Tuesday, April 5, 2016

The Curious Case of the Outsourced CA

I took part in the Digital Preservation of Federal Information Summit, a pre-meeting of the CNI Spring Membership Meeting. Preservation of government information is a topic that the LOCKSS Program has been concerned with for a long time; my first post on the topic was nine years ago. In the second part of the discussion I had to retract a proposal I made in the first part that had seemed obvious. The reasons why the obvious was in fact wrong are interesting. The explanation is below the fold.

One major difficulty in preserving the Federal Web presence is finding it. The idea that all Federal websites live under .gov or .mil, or even that somewhere in the Federal government is a complete, accurate and up-to-date list of them is just wrong. How does a Web crawler know that some random site in .com, .org or .us is actually part of the Federal Web presence?

Connecting to GeoTrust
In a praiseworthy attempt to protect Federal websites from the all-powerful Chinese hackers and the dreaded terrorists, a decree as gone forth that, come December 31st this year, all of them must be HTTPS-only. An HTTPS website must have a certificate carrying a chain of signatures terminating in one from a root Certificate Authority (CA) that browsers trust. Here, for example, is the website of GeoTrust, a commercial CA that browsers trust. The certificate chain is:
  • www.geotrust.com is certified by:
  • GeoTrust Extended Validation SHA256 SSL CA, which is certified by:
  • GeoTrust Primary Certification Authority G3, which is a CA browsers trust.
The list of CAs that my Firefox trusts is here, all 188 of them. Note that because GeoTrust is in the list, it can certify its own website. I wrote about the issues around CAs back in 2013, notably that:
  • The browser trusts all of them equally.
  • The browser trusts CAs that the CAs on the list delegate trust to. Back in 2010, the EFF found more than 650 organizations that Internet Explorer and Firefox trusted.
  • Commercial CAs on the list, and CAs they delegate to, have regularly been found to be issuing false or insecure certificates.
Among the CAs on the list are agencies of many governments, such as the Dutch, Chinese, Hong Kong, and Japanese governments.

I assumed that the US government would be on the list too.

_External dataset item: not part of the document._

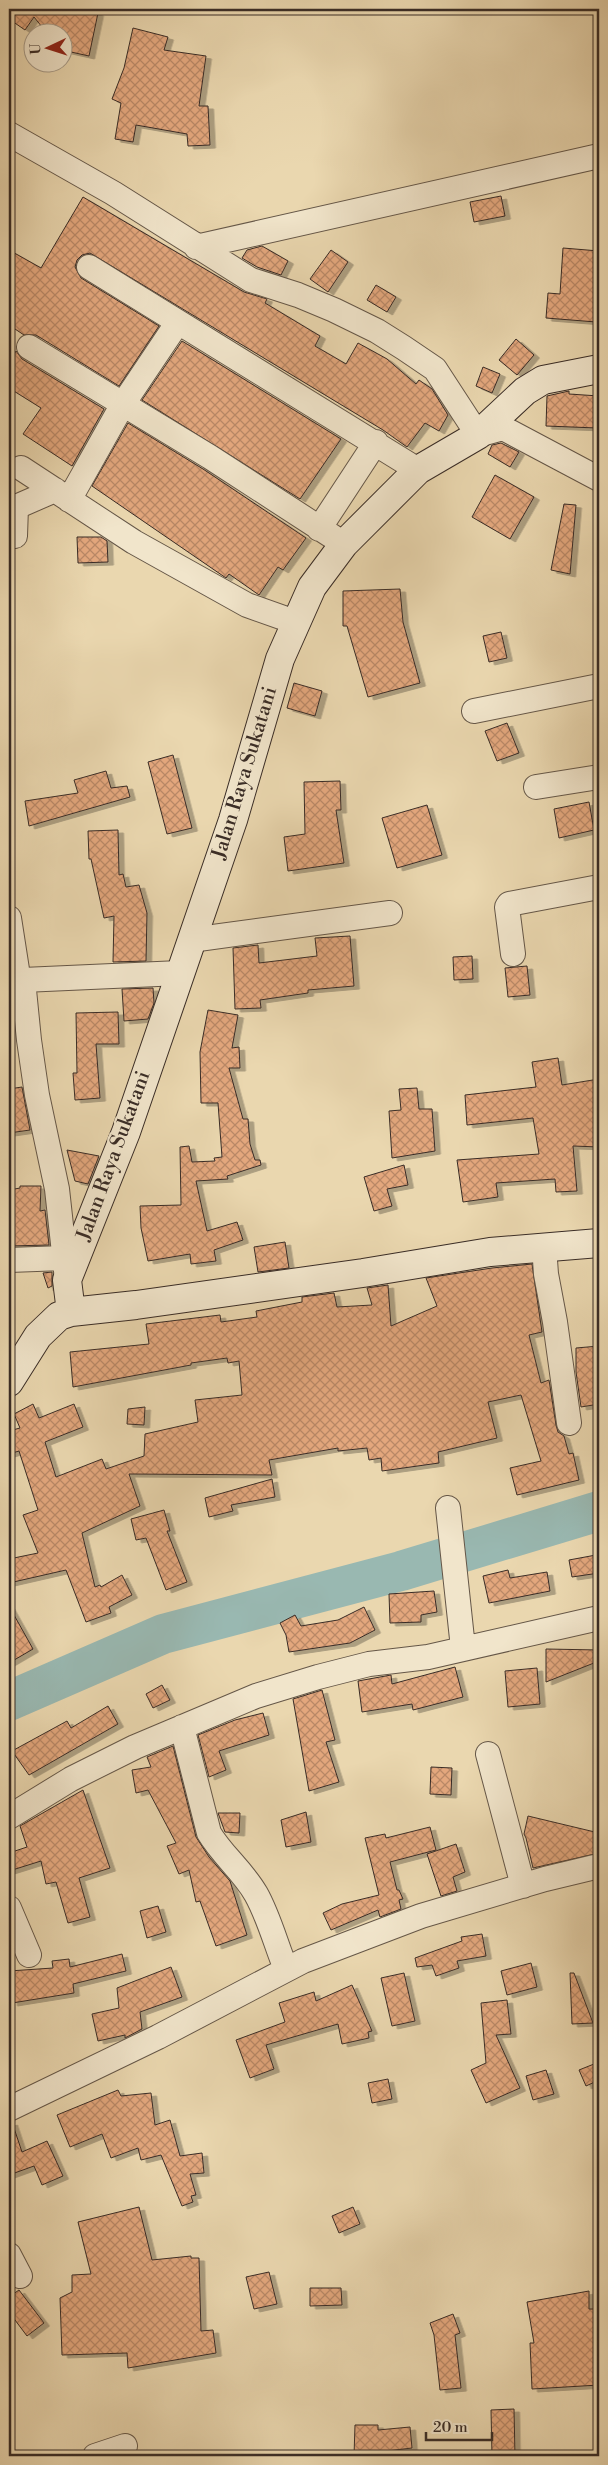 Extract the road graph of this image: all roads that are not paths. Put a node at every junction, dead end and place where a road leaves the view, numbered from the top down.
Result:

My obvious idea was that government websites outside .gov and .mil could be found by crawling other domains looking for HTTPS sites whose certificate's signature chain ended at the US government root CA. This would solve a big problem for collecting and preserving Federal government information. Alas, I under-estimated the mania for outsourcing government functions to for-profit companies.

Connecting to the LoC website
As an example, visit http://www.loc.gov. Your browser will be redirected to https://www.loc.gov, the home page of the Library of Congress website. It will display a green padlock icon,showing that the connection is secure and the browser has verified the certificate upon which the connection's security depends. So far so good. Now click on the green padlock and reveal the details of this verification. The certificate chain looks like:
  • *.loc.gov is certified by:
  • Entrust Certification Authority - L1K, which is certified by:
  • Entrust Root Certification Authority G2, which is on the browser's trusted CA list.
What this means is that the Library of Congress is paying a commercial CA to reassure citizens that their website is what it claims to be, and is secure.

Connecting to the DHS website
If you visit http://www.dhs.gov/ you will be redirected to https://www.dhs.gov/ but unlike the Library of Congress you won't get the reassuring green padlock. There are two reasons:
  • The images in the page are delivered via HTTP, so:
    Your connection to this site is private, but someone on the network might be able to change the look of the page.
  • The browser doesn't like the HTTPS connection because:
    Your connection to www.dhs.gov is encrypted using an obsolete cipher suite.
But the browser has verified the signature chain. It looks like:
  • www.dhs.gov is certified by:
  • GeoTrust SSL CA - G3, which is certified by:
  • GeoTrust Global CA, which is on the browser's trusted CA list.
So the Department of Homeland Security is paying a different commercial CA to reassure citizens that their website is what it claims to be, and that it is not very secure.

Why is this? Is it because the Library of Congress believes that Entrust is more trustworthy than the US Government? I hope not, Entrust is one of the CAs whose delegated CAs have been caught issuing bogus certificates. It is because, as far as I can tell, the list of 188 CAs that browsers trust contains no US Government controlled CA.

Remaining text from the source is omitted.